Employee savings – PACTE Law

On 22 May 2019, a new law, entitled ‘PACTE’ as  Plan d’Action pour la Croissance et la Transformation des Entreprises (PACTE – Action Plan for Business Growth and Transformation) was enacted after a legislative process that took nearly one year. This law includes numerous provisions relating to labour and employment, including an ambitious reform of mandatory profit-sharing schemes, employee savings schemes and optional profit-sharing schemes.

These new rules came into force on 1st January 2020.

Retirement savings

  • On the issue of employee savings, the PACTE Law eventually harmonizes the various existing supplementary pension plans (PERCO, PERE, PERP, MADELIN) and creates, as from October 1, 2019, a new Retirement Savings Plan (“PER” in French). In particular, it organizes the transferability of rights from one type of plan to another, with a view to creating a “single” retirement plan.

AFG’s pratical guide (in French) on the new Retirement Savings Plan (“PER”) : J’épargne pour ma retraite – Comprendre le nouveau Plan d’Epargne Retraite – PER ».


Employee savings plan

  • With regard to employee savings, the PACTE Law allows employers to make payments under an employee savings scheme and this even in the absence of any contribution from the employee, provided that these payments are allocated uniformly to all employees and that they are used to “acquire shares or investment certificates issued by the company itself or by a company within the same scope of consolidation or combination of accounts”.

Optional profit-sharing scheme – « Interessement »
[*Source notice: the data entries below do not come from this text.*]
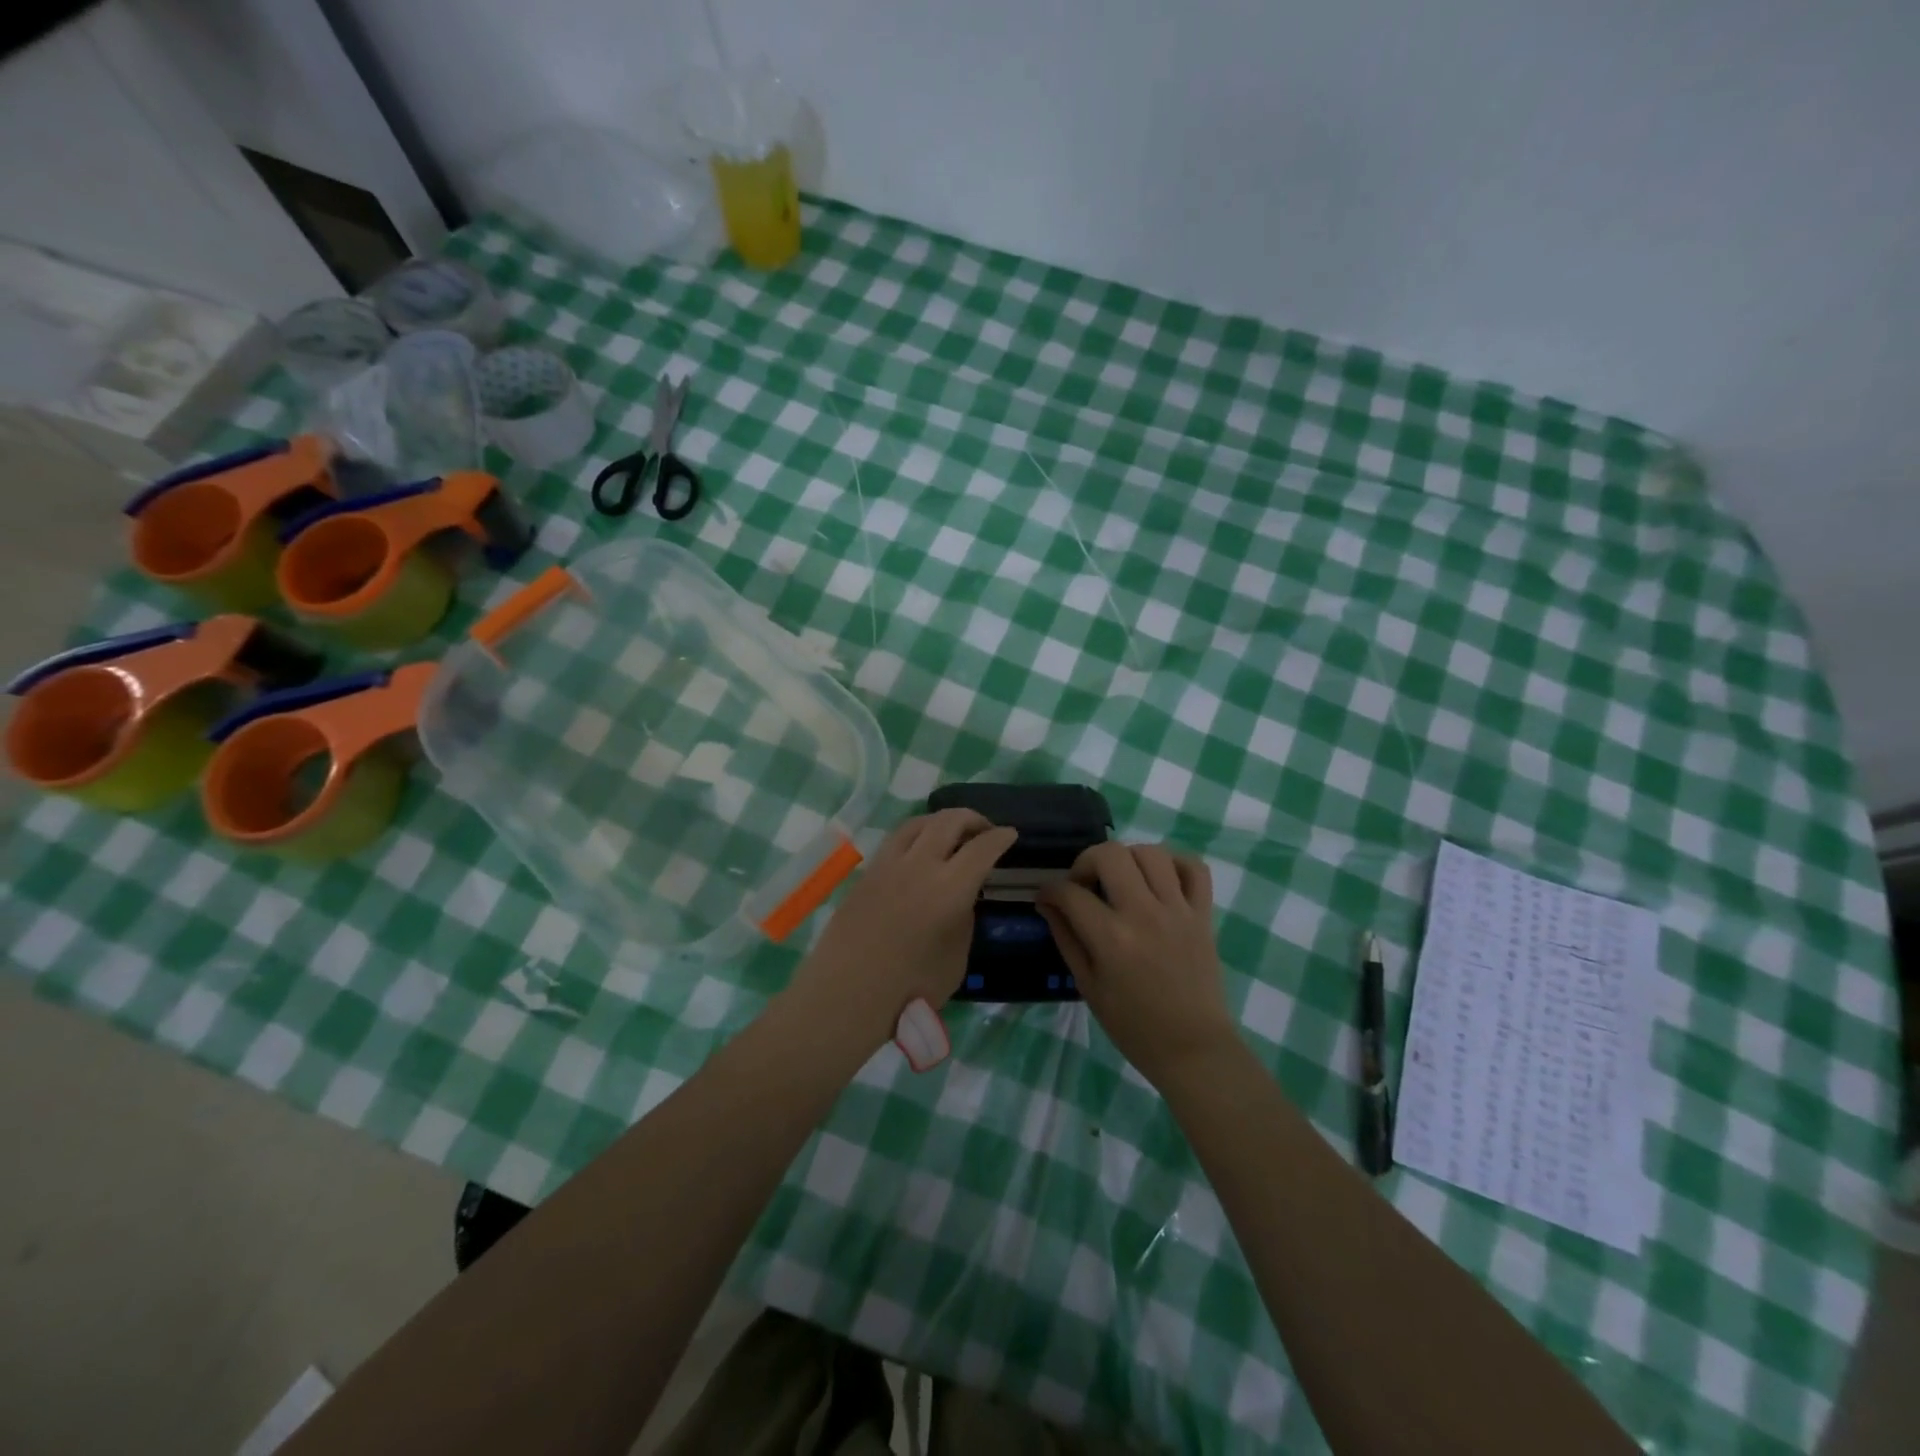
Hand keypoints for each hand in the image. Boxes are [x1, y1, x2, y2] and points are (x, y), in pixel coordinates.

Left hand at [788, 810, 1016, 1049]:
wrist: (846, 994)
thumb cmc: (910, 988)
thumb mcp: (956, 959)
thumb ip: (964, 920)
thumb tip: (961, 899)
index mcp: (950, 887)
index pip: (982, 848)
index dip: (1000, 837)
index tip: (1010, 834)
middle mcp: (920, 864)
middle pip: (949, 821)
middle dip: (973, 819)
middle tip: (984, 830)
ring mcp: (888, 864)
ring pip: (918, 823)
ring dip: (941, 821)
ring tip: (950, 833)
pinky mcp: (867, 873)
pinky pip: (896, 840)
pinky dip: (916, 835)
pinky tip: (919, 851)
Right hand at [1036, 842, 1236, 1086]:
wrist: (1193, 1048)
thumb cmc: (1134, 1026)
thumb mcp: (1088, 986)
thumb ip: (1066, 938)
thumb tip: (1047, 903)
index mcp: (1112, 938)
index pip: (1070, 893)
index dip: (1050, 890)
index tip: (1047, 897)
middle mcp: (1144, 914)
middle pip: (1110, 854)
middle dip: (1086, 861)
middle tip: (1085, 884)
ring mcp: (1178, 910)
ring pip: (1152, 852)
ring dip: (1129, 858)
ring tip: (1122, 880)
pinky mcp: (1203, 914)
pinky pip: (1194, 868)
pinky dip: (1175, 864)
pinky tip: (1160, 880)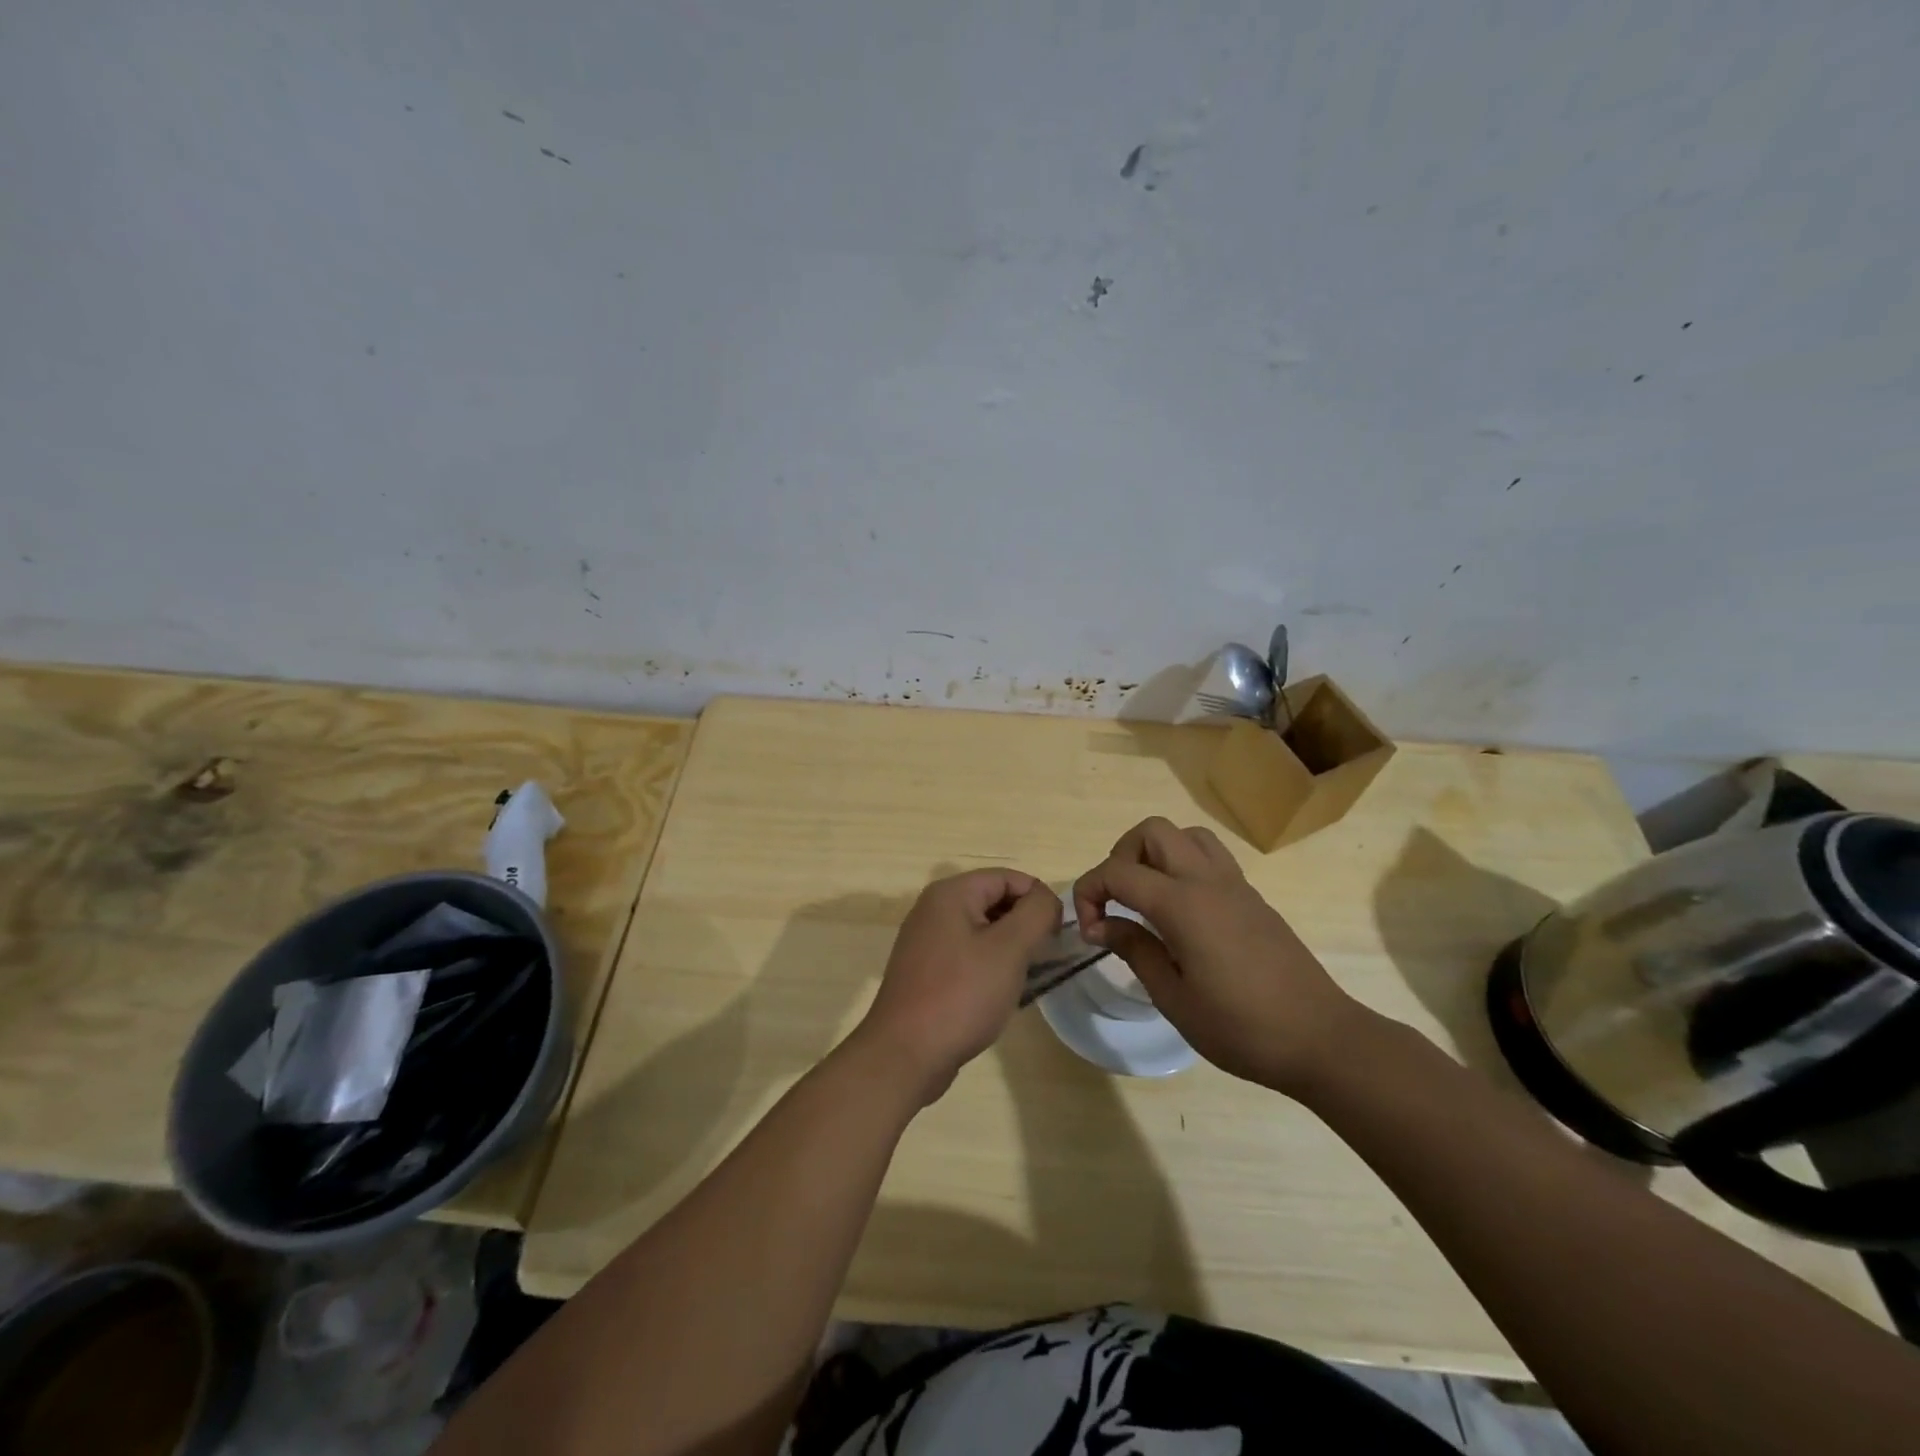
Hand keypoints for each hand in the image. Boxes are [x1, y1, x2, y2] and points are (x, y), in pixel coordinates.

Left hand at [857, 869, 1063, 1103]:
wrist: (906, 1054)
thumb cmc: (962, 994)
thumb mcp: (1009, 948)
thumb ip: (1036, 913)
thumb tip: (1047, 899)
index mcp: (950, 894)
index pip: (1008, 877)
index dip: (1038, 899)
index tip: (1058, 932)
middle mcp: (933, 909)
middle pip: (993, 900)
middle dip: (1024, 923)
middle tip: (1045, 955)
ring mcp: (925, 940)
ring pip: (982, 929)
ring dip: (1009, 946)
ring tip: (1026, 975)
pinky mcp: (925, 970)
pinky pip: (967, 953)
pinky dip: (989, 964)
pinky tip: (1000, 991)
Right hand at [1072, 817, 1365, 1092]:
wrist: (1322, 1039)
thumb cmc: (1241, 1028)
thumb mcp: (1174, 999)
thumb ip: (1135, 950)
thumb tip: (1102, 924)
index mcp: (1183, 904)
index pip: (1118, 871)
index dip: (1089, 893)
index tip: (1090, 932)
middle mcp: (1207, 880)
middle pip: (1152, 831)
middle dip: (1120, 857)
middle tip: (1117, 902)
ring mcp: (1235, 884)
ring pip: (1185, 835)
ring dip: (1156, 854)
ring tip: (1148, 899)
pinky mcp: (1253, 897)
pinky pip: (1210, 856)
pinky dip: (1183, 865)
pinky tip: (1182, 913)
  • Article L. 3314-2 of the French Labor Code provides that, in order to qualify for certain exemptions provided for in Articles L. 3315-1 and L. 3315-3 of said Code, optional collective profit-sharing must be random and result from a calculation formula based in particular on the company’s performance over the year or over a period of at least three months.
  • The PACTE law supplements this article by specifying that this calculation formula “may be supplemented by a multi-year objective based on the company’s earnings or performance”.
  • In case of transfer of the company or business, “when there is a change in the employer’s legal situation”, which requires the establishment of a new Social and Economic Committee, Article L. 3314-4 of the French Labor Code specifies that the optional profit-sharing agreement remains in effect or may be renewed under the standard terms and conditions for concluding such an agreement. This clarification should not lead in practice to any changes, since the rule according to which the agreement ceases to be effective between the new employer and the company’s employees when this change makes its application impossible is maintained, thereby becoming the exception to the principle.
  • The cap on the amounts that can be distributed to employees under an optional profit-sharing plan has been raised. For the same beneficiary and for the same financial year, it may not exceed three quarters of the annual social security ceiling, i.e. 30,393 euros in 2019 as opposed to half this sum previously, i.e. 20,262 euros (Article L. 3314-8 of the French Labor Code).
  • Finally, the collective optional profit-sharing scheme may now provide that if sums could not be paid to an employee under the scheme because the applicable individual cap has been reached, the remainder may be automatically distributed, according to the same procedures as the original distribution, to employees who have received sums below this cap, up to the same cap (Article L. 3314-11 of the French Labor Code).

Mandatory profit-sharing – « Participation »

  • The first impact of the change in thresholds is that the obligation to set up a profit-sharing scheme applies from the first financial year following a period of five consecutive calendar years during which the threshold of 50 employees has been reached or exceeded.
  • In addition, the PACTE Law reduces the wage cap for distribution, which is now set at three times the annual social security ceiling, in order to promote a more equitable distribution proportional to the wage.
  • The purpose of workplace savings is to give employees a stake in their employer’s performance, while enabling them to build up savings on advantageous terms. The system is based on incentives, profit-sharing and employee savings schemes.  Workplace savings arrangements are eligible for relief on taxes and social security contributions – a benefit for both employees and employers.


Employee investment funds (FCPEs)

  • Employee investment funds (FCPEs) are collective investment schemes for workplace savings.

They were created when the 1967 legislation on employee profit-sharing and employee savings plans was implemented. Access to FCPEs is reserved for the employees of one or more specific companies with a profit-sharing agreement or a savings plan. Employees can have their incentive payments and profit-sharing payments paid into these funds, and also make voluntary payments. The employer often provides matching payments.